▸ Stored data:
_ _ _ _

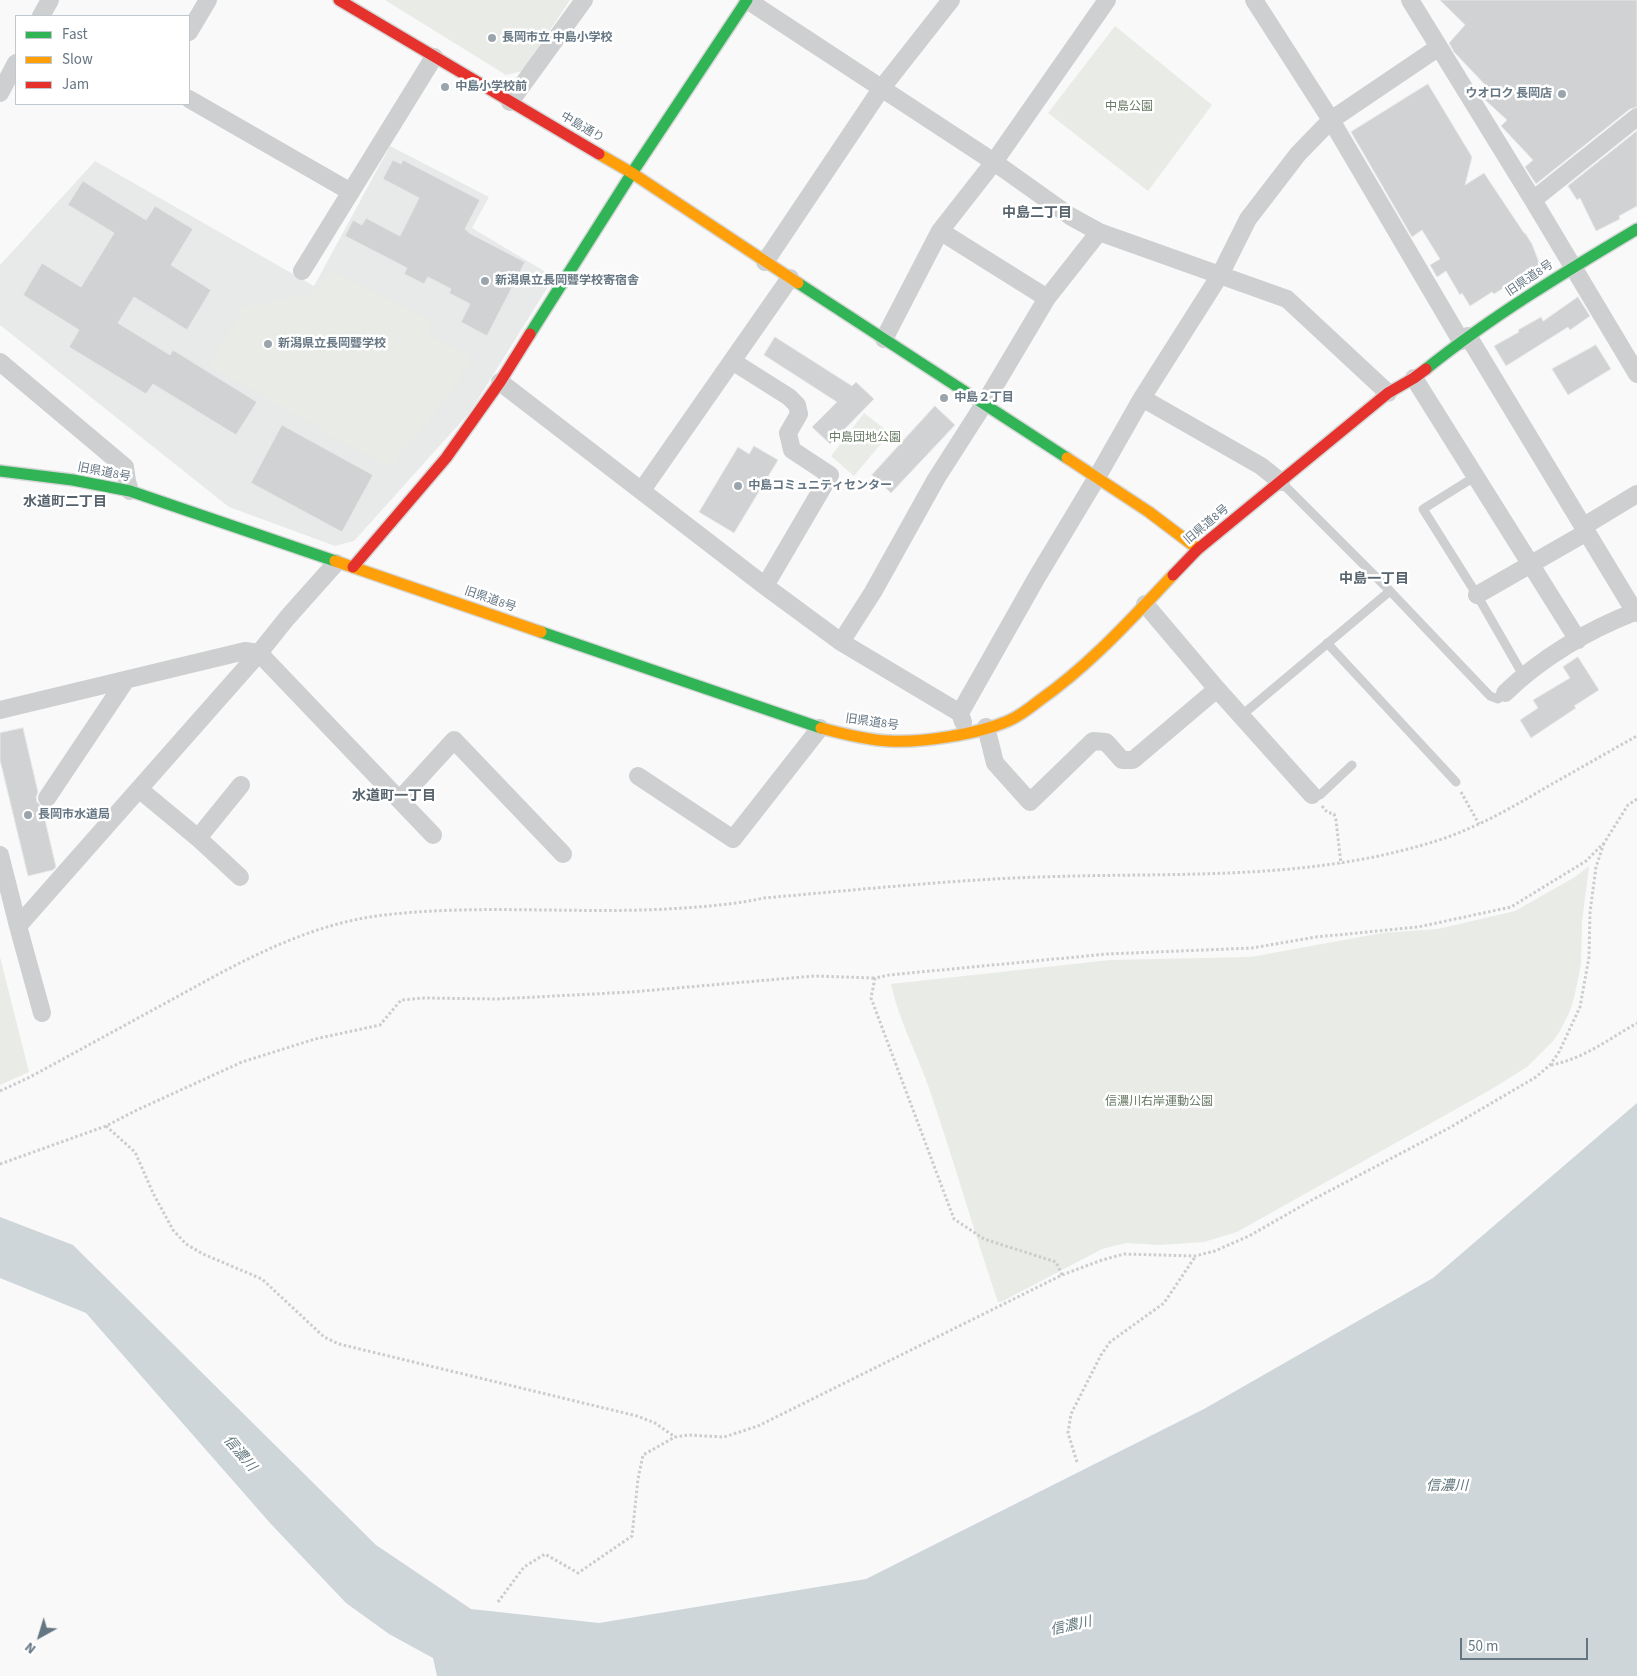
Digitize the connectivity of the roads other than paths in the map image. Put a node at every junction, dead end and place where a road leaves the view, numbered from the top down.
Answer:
1 (50, 0) edge
2 (208, 0) edge
3 (339, 0) edge
4 (584, 0) edge
5 (747, 0) edge
6 (951, 0) edge
7 (1107, 0) edge
8 (1254, 0) edge
9 (1410, 0) edge
10 (42, 15) edge
11 (190, 30) edge
12 (1439, 47) junction
13 (434, 58) junction
14 (15, 65) edge
15 (881, 89) junction
16 (1, 91) edge
17 (190, 100) edge
18 (510, 102) junction
19 (1637, 117) edge
20 (1331, 120) junction
21 (994, 162) junction
22 (632, 173) junction
23 (351, 192) junction
24 (1533, 200) junction
25 (1637, 229) edge
26 (940, 231) junction
27 (1099, 232) junction
28 (765, 262) junction
29 (1573, 267) junction
30 (302, 271) dead end
31 (1220, 274) junction
32 (790, 278) junction
33 (1046, 298) junction
34 (884, 339) junction
35 (1465, 339) junction
36 (732, 361) junction
37 (0, 362) edge
38 (1637, 374) edge
39 (1414, 378) junction
40 (500, 382) junction
41 (1388, 393) junction
42 (1142, 398) junction
43 (984, 404) junction
44 (0, 471) edge
45 (1476, 476) junction
46 (1096, 479) junction
47 (1281, 482) junction
48 (642, 490) junction
49 (130, 492) junction
50 (1637, 494) edge
51 (1586, 529) junction
52 (1198, 549) junction
53 (336, 563) junction
54 (1531, 566) junction
55 (353, 567) junction
56 (765, 586) junction
57 (1390, 591) junction
58 (1477, 596) junction
59 (1145, 604) junction
60 (1636, 612) edge
61 (1578, 640) junction
62 (842, 642) junction
63 (1327, 643) junction
64 (259, 653) junction
65 (1523, 675) junction
66 (126, 680) junction
67 (1218, 689) junction
68 (1505, 693) joint
69 (0, 710) edge
70 (960, 712) junction
71 (1242, 715) junction
72 (986, 726) junction
73 (820, 728) junction
74 (967, 733) junction
75 (1352, 764) dead end
76 (638, 776) dead end
77 (1456, 782) road end
78 (242, 785) dead end
79 (139, 789) junction
80 (1312, 795) joint
81 (47, 798) dead end
82 (400, 799) junction
83 (434, 836) dead end
84 (198, 838) junction
85 (563, 854) dead end
86 (0, 855) edge
87 (240, 877) dead end
88 (18, 926) junction
89 (42, 1013) dead end

1 - 10 street
2 - 11 street
3 - 13 street, 中島通り
4 - 18 street
5 - 15 street
5 - 22 street
6 - 15 street
7 - 21 street
8 - 20 street
9 - 12 street
12 - 20 street
12 - 24 street
13 - 18 street, 中島通り
13 - 23 street
14 - 16 street
15 - 21 street
15 - 28 street
17 - 23 street
18 - 22 street, 中島通り
19 - 24 street
20 - 31 street
20 - 35 street
21 - 26 street
21 - 27 street
22 - 28 street, 中島通り
22 - 40 street
23 - 30 street
24 - 29 street
25 - 29 street, 旧県道8号
26 - 33 street
26 - 34 street
27 - 31 street
27 - 33 street
28 - 32 street, 中島通り
29 - 35 street, 旧県道8号
29 - 38 street
31 - 41 street
31 - 42 street
32 - 34 street, 中島通り
32 - 36 street
33 - 43 street
34 - 43 street, 中島通り
35 - 39 street, 旧県道8号
35 - 51 street
36 - 48 street
36 - 56 street
37 - 49 street
39 - 41 street, 旧県道8号
39 - 45 street
40 - 48 street
40 - 55 street
41 - 47 street, 旧県道8号
42 - 46 street
42 - 47 street
43 - 46 street, 中島通り
43 - 62 street
44 - 49 street, 旧県道8号
45 - 54 street
45 - 58 lane
46 - 52 street, 中島通り
46 - 70 street
47 - 52 street, 旧県道8号
47 - 57 lane
48 - 56 street
49 - 53 street, 旧県道8号
50 - 51 street
51 - 54 street
51 - 60 street
52 - 59 street, 旧県道8号
53 - 55 street, 旧県道8号
53 - 64 street
54 - 58 street
54 - 61 street
55 - 73 street, 旧県道8号
56 - 62 street
57 - 63 lane
57 - 68 lane
58 - 65 lane
59 - 67 street
59 - 72 street, 旧県道8号
60 - 61 street
61 - 65 street
62 - 70 street
63 - 71 lane
63 - 77 lane
64 - 66 street
64 - 79 street
64 - 82 street
65 - 68 street
66 - 69 street
66 - 81 street
67 - 71 street
67 - 72 street
70 - 74 street
71 - 80 street
72 - 74 street, 旧県道8号
73 - 74 street, 旧県道8号
73 - 76 street
75 - 80 lane
78 - 84 street
79 - 84 street
79 - 88 street
82 - 83 street
82 - 85 street
84 - 87 street
86 - 88 street
88 - 89 street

_ _ _ _

▸ YOUR ASSIGNMENT:
The result should be an exact copy of every entry above, with no pictures included.

▸ TASK OUTPUT:
Digitize the connectivity of the roads other than paths in the map image. Put a node at every junction, dead end and place where a road leaves the view, numbered from the top down.
Answer:
1 (50, 0) edge
2 (208, 0) edge
3 (339, 0) edge
4 (584, 0) edge
5 (747, 0) edge
6 (951, 0) edge
7 (1107, 0) edge
8 (1254, 0) edge
9 (1410, 0) edge
10 (42, 15) edge
11 (190, 30) edge
12 (1439, 47) junction
13 (434, 58) junction
14 (15, 65) edge
15 (881, 89) junction
16 (1, 91) edge
17 (190, 100) edge
18 (510, 102) junction
19 (1637, 117) edge
20 (1331, 120) junction
21 (994, 162) junction
22 (632, 173) junction
23 (351, 192) junction
24 (1533, 200) junction
25 (1637, 229) edge
26 (940, 231) junction
27 (1099, 232) junction
28 (765, 262) junction
29 (1573, 267) junction
30 (302, 271) dead end
31 (1220, 274) junction
32 (790, 278) junction
33 (1046, 298) junction
34 (884, 339) junction
35 (1465, 339) junction
36 (732, 361) junction
37 (0, 362) edge
38 (1637, 374) edge
39 (1414, 378) junction
40 (500, 382) junction
41 (1388, 393) junction
42 (1142, 398) junction
43 (984, 404) junction
44 (0, 471) edge
45 (1476, 476) junction
46 (1096, 479) junction
47 (1281, 482) junction
48 (642, 490) junction
49 (130, 492) junction
50 (1637, 494) edge
51 (1586, 529) junction
52 (1198, 549) junction
53 (336, 563) junction
54 (1531, 566) junction
55 (353, 567) junction
56 (765, 586) junction
57 (1390, 591) junction
58 (1477, 596) junction
59 (1145, 604) junction
60 (1636, 612) edge
61 (1578, 640) junction
62 (842, 642) junction
63 (1327, 643) junction
64 (259, 653) junction
65 (1523, 675) junction
66 (126, 680) junction
67 (1218, 689) junction
68 (1505, 693) joint
69 (0, 710) edge
70 (960, 712) junction
71 (1242, 715) junction
72 (986, 726) junction
73 (820, 728) junction
74 (967, 733) junction
75 (1352, 764) dead end
76 (638, 776) dead end
77 (1456, 782) road end
78 (242, 785) dead end
79 (139, 789) junction
80 (1312, 795) joint
81 (47, 798) dead end
82 (400, 799) junction
83 (434, 836) dead end
84 (198, 838) junction
85 (563, 854) dead end
86 (0, 855) edge
87 (240, 877) dead end
88 (18, 926) junction
89 (42, 1013) dead end

1 - 10 street
2 - 11 street
3 - 13 street, 中島通り
4 - 18 street
5 - 15 street
5 - 22 street
6 - 15 street
7 - 21 street
8 - 20 street
9 - 12 street
12 - 20 street
12 - 24 street
13 - 18 street, 中島通り
13 - 23 street
14 - 16 street
15 - 21 street
15 - 28 street
17 - 23 street
18 - 22 street, 中島通り
19 - 24 street
20 - 31 street
20 - 35 street
21 - 26 street
21 - 27 street
22 - 28 street, 中島通り
22 - 40 street
23 - 30 street
24 - 29 street
25 - 29 street, 旧県道8号
26 - 33 street
26 - 34 street
27 - 31 street
27 - 33 street
28 - 32 street, 中島通り
29 - 35 street, 旧県道8号
29 - 38 street
31 - 41 street
31 - 42 street
32 - 34 street, 中島通り
32 - 36 street
33 - 43 street
34 - 43 street, 中島通り
35 - 39 street, 旧県道8号
35 - 51 street
36 - 48 street
36 - 56 street
37 - 49 street
39 - 41 street, 旧県道8号
39 - 45 street
40 - 48 street
40 - 55 street
41 - 47 street, 旧県道8号
42 - 46 street
42 - 47 street
43 - 46 street, 中島通り
43 - 62 street
44 - 49 street, 旧県道8号
45 - 54 street
45 - 58 lane
46 - 52 street, 中島通り
46 - 70 street
47 - 52 street, 旧県道8号
47 - 57 lane
48 - 56 street
49 - 53 street, 旧県道8号
50 - 51 street
51 - 54 street
51 - 60 street
52 - 59 street, 旧県道8号
53 - 55 street, 旧県道8号
53 - 64 street
54 - 58 street
54 - 61 street
55 - 73 street, 旧県道8号
56 - 62 street
57 - 63 lane
57 - 68 lane
58 - 65 lane
59 - 67 street
59 - 72 street, 旧県道8号
60 - 61 street
61 - 65 street
62 - 70 street
63 - 71 lane
63 - 77 lane
64 - 66 street
64 - 79 street
64 - 82 street
65 - 68 street
66 - 69 street
66 - 81 street
67 - 71 street
67 - 72 street
70 - 74 street
71 - 80 street
72 - 74 street, 旧県道8号
73 - 74 street, 旧県道8号
73 - 76 street
75 - 80 lane
78 - 84 street
79 - 84 street
79 - 88 street
82 - 83 street
82 - 85 street
84 - 87 street
86 - 88 street
88 - 89 street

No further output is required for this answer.